Christian Bromberger, sociologue et anthropologue du football, s’est posé la question. Pour lui, le sport au ballon rond est un condensé de la vie. Une sorte de miroir qui refléterait notre quotidien : « Il y a dans ce sport quelque chose qui renseigne sur la vie. Pour réussir, il faut du mérite, de la solidarité et un fort esprit d’équipe. Et comme dans la vie de tous les jours, le facteur chance joue un rôle important. Il est difficile à maîtriser, inanticipable. » Réussite, échec, chance. Christian Bromberger va plus loin dans le parallèle qu’il fait entre le football et le quotidien. Pour lui, l’arbitrage serait assimilé à la justice. « Une décision crée un débat. Un verdict est discutable. On peut se sentir injustement sanctionné. En sport, une décision peut permettre de relativiser une défaite ou de fêter une victoire. » L’auteur du livre « Le match de football » (Editions de la Maison des sciences et de l'homme, ndlr) met aussi en avant l’intensité ressentie par les supporters : « Un match de foot, c’est une expérience corporelle. Les fans éprouvent des émotions avant, pendant et après la rencontre. Certains, dorment mal la veille, stressent et s’alimentent différemment à l’approche d’un match de leur équipe. Dans les tribunes, leur agitation nerveuse s’exprime par l’expression de la colère, du bonheur ou de la tristesse. Certains transpirent, d’autres ont les jambes coupées, sur certains visages quelques larmes se dévoilent. »

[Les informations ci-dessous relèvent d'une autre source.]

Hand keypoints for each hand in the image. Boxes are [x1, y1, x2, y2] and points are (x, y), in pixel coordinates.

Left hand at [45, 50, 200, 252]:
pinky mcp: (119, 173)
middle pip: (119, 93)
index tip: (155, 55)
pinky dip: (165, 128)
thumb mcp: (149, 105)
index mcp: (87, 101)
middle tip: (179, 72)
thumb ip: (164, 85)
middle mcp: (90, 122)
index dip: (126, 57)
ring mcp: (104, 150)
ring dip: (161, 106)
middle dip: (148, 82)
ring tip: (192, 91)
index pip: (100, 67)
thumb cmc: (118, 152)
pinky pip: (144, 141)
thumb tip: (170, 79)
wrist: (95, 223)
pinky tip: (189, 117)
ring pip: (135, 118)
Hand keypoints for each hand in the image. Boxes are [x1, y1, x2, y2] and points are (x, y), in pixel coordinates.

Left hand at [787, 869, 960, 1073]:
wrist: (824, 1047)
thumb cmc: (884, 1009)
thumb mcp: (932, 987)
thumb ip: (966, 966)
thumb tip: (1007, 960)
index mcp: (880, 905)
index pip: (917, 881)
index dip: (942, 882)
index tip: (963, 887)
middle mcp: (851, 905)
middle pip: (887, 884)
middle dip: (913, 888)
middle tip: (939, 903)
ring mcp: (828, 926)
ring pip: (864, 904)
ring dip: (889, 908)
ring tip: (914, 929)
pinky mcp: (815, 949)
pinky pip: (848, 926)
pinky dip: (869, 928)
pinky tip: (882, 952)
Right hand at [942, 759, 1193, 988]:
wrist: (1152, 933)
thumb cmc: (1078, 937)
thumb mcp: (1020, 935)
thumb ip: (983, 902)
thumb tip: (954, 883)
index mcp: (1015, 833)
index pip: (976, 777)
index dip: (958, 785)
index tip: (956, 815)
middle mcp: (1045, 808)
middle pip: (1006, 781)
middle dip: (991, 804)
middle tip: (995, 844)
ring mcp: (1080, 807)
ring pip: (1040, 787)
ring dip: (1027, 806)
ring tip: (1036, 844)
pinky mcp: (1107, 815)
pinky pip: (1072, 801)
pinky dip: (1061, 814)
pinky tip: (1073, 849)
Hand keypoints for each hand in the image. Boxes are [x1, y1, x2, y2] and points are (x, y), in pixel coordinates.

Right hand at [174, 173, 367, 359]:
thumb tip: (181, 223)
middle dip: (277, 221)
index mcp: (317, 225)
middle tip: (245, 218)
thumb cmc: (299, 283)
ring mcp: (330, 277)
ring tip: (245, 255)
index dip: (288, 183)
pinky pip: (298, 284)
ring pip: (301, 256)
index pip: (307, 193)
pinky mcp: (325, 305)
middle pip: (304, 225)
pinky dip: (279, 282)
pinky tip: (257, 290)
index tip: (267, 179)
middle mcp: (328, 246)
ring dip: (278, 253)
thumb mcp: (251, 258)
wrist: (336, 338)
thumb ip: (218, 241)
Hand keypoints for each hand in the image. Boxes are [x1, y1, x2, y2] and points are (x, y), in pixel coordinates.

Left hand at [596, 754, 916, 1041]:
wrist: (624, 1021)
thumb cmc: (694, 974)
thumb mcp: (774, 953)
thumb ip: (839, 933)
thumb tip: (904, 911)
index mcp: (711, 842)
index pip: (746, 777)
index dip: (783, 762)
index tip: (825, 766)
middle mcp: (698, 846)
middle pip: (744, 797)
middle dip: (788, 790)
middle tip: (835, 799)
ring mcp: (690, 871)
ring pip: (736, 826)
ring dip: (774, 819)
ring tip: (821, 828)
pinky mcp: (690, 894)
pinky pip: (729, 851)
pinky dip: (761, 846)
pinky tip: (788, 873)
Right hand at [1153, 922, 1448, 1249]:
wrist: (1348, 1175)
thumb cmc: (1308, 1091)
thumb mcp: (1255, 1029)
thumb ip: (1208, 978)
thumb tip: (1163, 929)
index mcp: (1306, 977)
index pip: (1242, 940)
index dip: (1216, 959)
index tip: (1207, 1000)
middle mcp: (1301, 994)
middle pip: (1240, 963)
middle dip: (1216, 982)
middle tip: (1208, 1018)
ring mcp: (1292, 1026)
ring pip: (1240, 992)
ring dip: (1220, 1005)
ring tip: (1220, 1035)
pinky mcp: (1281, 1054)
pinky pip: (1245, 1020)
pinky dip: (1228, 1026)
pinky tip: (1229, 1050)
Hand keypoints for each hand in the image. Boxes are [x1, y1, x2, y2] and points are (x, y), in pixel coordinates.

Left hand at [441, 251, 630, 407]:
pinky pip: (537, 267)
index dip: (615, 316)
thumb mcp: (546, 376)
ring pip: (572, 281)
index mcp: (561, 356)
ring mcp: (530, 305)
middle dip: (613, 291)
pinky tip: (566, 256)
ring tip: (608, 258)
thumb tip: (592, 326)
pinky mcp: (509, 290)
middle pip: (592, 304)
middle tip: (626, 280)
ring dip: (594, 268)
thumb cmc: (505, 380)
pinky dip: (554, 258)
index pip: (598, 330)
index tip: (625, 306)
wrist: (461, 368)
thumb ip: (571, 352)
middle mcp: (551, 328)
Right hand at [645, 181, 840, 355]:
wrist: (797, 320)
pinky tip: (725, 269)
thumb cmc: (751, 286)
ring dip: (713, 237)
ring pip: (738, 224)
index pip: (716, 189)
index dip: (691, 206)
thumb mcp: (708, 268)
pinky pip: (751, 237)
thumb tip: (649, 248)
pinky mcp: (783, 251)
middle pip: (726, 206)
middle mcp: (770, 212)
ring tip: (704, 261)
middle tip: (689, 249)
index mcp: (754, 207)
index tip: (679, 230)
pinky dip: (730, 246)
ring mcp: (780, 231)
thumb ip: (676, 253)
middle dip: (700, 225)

Christian Bromberger, sociologue, lors d’une conférence donnée à l’INSEP en avril 2014

Des émotions qui, selon l’anthropologue, sont petit à petit vouées à disparaître au dépend d’une volonté de diminuer les facteurs aléatoires dans les rencontres sportives. « Les enjeux financiers sont énormes pour les clubs. Le facteur chance tente donc d’être contrôlé au maximum. » Et plus les clubs sont riches[1], plus ils ont la possibilité de le faire. Les meilleurs joueurs sont ainsi recrutés dans les meilleures équipes. Les équipes qu’elles rencontrent n’ont souvent pas les armes pour lutter contre l’artillerie lourde proposée par les clubs majeurs. Ainsi, les résultats de ces rencontres sont quasiment annoncés avant même d’êtres jouées. Le suspense sportif en est donc réduit aux grands clubs. Heureusement, le sport restant du sport, quelques surprises voient le jour et une fois de temps en temps David envoie Goliath au tapis.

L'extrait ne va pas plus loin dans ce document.